In 1950's Boston, the Irish Republican Army is running guns and killing witnesses. Cal and Dante are committed to stopping them.
When a body is discovered at the Charlestown locks -- tarred, feathered and shot to death -- it appears to be a gangland killing, and is almost immediately dismissed. However, Cal O'Brien's cousin, Boston PD detective Owen Lackey, recognizes the murder style as the typical retribution for IRA informers. Combined with a tip-off about a boat coming into Boston weighed down with stolen guns and ammunition, the body in the locks hints that much more may be at stake than a one-off hit.
Serpents in the Cold introduced us to Cal and Dante, whose previous investigation brought them to the highest ranks of Boston's political elite. This time, Cal and Dante descend into the city's shadowy underbelly -- a world of packed dance halls, Irish wakes, and funeral parlors. There they discover a terrorist plot that will shake the city to its core and bring them head-to-head not only with Cal's past, but with the IRA Army Council itself.

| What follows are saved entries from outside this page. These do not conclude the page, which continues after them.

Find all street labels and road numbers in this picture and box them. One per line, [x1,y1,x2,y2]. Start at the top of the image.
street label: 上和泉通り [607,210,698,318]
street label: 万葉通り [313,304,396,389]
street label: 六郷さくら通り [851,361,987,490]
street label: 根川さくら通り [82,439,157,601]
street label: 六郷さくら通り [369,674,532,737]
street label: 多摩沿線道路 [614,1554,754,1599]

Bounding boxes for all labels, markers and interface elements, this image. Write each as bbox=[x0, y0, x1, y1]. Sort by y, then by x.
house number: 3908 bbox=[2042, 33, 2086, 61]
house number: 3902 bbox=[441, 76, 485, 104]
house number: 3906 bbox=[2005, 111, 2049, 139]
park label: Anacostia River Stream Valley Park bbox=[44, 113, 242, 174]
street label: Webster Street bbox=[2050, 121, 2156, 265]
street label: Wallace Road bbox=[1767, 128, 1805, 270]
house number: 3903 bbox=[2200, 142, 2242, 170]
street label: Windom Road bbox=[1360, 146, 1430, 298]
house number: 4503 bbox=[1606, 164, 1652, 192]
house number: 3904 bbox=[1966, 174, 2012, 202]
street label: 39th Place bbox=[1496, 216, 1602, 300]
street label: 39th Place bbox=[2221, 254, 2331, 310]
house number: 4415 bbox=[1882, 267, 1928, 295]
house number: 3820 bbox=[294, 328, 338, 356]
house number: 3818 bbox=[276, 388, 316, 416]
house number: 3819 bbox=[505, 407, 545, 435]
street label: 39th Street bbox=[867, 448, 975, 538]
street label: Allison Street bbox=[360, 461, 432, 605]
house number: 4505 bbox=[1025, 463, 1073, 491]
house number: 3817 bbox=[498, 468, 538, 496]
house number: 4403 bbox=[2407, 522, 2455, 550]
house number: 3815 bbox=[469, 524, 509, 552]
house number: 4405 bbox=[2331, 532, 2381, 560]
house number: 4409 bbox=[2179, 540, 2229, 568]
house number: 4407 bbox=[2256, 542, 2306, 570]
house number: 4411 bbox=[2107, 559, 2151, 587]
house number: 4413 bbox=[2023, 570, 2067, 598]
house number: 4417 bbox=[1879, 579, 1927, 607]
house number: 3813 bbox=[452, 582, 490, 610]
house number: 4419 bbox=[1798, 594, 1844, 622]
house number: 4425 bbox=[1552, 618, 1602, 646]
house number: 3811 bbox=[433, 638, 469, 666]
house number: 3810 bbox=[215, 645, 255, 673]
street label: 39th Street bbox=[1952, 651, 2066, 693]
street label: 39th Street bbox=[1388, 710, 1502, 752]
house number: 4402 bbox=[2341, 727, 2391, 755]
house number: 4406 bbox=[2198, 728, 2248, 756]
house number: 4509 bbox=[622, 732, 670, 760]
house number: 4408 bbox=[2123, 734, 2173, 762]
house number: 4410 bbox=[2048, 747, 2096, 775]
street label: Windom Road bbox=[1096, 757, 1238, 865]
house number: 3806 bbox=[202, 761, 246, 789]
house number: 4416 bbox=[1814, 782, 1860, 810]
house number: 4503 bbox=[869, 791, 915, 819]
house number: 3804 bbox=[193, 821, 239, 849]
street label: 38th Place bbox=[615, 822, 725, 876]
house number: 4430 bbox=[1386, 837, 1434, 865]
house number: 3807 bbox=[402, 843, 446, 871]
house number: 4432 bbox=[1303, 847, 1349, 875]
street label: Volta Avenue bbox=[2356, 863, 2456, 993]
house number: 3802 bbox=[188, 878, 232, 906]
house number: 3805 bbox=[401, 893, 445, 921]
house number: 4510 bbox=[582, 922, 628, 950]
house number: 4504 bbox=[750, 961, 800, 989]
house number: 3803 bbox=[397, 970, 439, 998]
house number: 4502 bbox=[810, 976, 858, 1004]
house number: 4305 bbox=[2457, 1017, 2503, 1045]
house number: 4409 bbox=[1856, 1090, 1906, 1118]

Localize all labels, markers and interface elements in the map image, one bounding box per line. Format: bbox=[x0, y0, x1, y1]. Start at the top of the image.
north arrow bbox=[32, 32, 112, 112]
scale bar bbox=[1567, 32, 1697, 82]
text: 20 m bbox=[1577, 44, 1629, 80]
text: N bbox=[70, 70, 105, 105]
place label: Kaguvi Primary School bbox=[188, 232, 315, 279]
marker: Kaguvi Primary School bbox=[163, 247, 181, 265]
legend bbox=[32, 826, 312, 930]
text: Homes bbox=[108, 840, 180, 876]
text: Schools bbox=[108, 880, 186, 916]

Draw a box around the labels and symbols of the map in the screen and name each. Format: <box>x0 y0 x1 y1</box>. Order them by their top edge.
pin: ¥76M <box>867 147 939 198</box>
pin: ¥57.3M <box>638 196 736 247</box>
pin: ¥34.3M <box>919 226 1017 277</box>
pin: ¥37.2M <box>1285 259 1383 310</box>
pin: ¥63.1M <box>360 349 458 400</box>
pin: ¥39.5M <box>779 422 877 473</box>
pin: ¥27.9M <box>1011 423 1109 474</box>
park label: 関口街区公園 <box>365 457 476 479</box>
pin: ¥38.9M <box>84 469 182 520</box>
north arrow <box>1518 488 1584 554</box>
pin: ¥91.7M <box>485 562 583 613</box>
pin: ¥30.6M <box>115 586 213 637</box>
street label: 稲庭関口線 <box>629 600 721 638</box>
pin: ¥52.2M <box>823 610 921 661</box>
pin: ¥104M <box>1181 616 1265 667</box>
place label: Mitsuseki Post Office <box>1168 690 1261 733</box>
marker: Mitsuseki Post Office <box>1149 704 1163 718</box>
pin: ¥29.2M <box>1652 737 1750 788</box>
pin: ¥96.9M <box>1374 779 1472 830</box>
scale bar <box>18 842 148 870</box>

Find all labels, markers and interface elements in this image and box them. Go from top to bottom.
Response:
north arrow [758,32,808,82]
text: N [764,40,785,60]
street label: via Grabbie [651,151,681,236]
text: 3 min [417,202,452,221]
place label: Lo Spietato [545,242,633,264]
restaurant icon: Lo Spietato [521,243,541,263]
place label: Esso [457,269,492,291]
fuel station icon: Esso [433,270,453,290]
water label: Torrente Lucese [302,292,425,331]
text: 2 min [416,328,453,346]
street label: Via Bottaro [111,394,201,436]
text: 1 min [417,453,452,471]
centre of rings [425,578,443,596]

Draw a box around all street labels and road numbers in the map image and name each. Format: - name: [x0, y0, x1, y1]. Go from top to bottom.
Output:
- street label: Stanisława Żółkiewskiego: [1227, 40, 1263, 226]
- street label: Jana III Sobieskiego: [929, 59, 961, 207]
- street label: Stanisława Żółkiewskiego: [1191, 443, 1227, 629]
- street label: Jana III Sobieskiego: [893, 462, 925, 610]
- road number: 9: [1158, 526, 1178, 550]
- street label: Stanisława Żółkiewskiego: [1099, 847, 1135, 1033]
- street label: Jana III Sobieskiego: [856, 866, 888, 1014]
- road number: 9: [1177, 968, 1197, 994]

It's June 1954, and an oppressive heat entombs Boston in O'Malley and Purdy's well-written if bleak sequel to 2015's Serpents in the Cold. Their broken antiheroes, Dante Cooper and Cal O'Brien, have each recently suffered a personal loss, and those losses are keenly felt throughout the novel. Heroin addict Dante has a fingertip hold on sobriety, while ex-cop Cal struggles to keep his security business afloat. Both answer the call, though, when Det. Owen Mackey, Cal's policeman cousin, asks for their help in his pursuit of IRA sympathizers who are running guns and murdering suspected informers. The Irish club scene of the time has a role in the story, as does Dante's skill at the piano, but the unforgiving temperatures, easy violence, and grim state of the South Boston neighborhoods overwhelm any joy that the bright lights and dance floors might impart. More than one bloody killing will catch readers by surprise.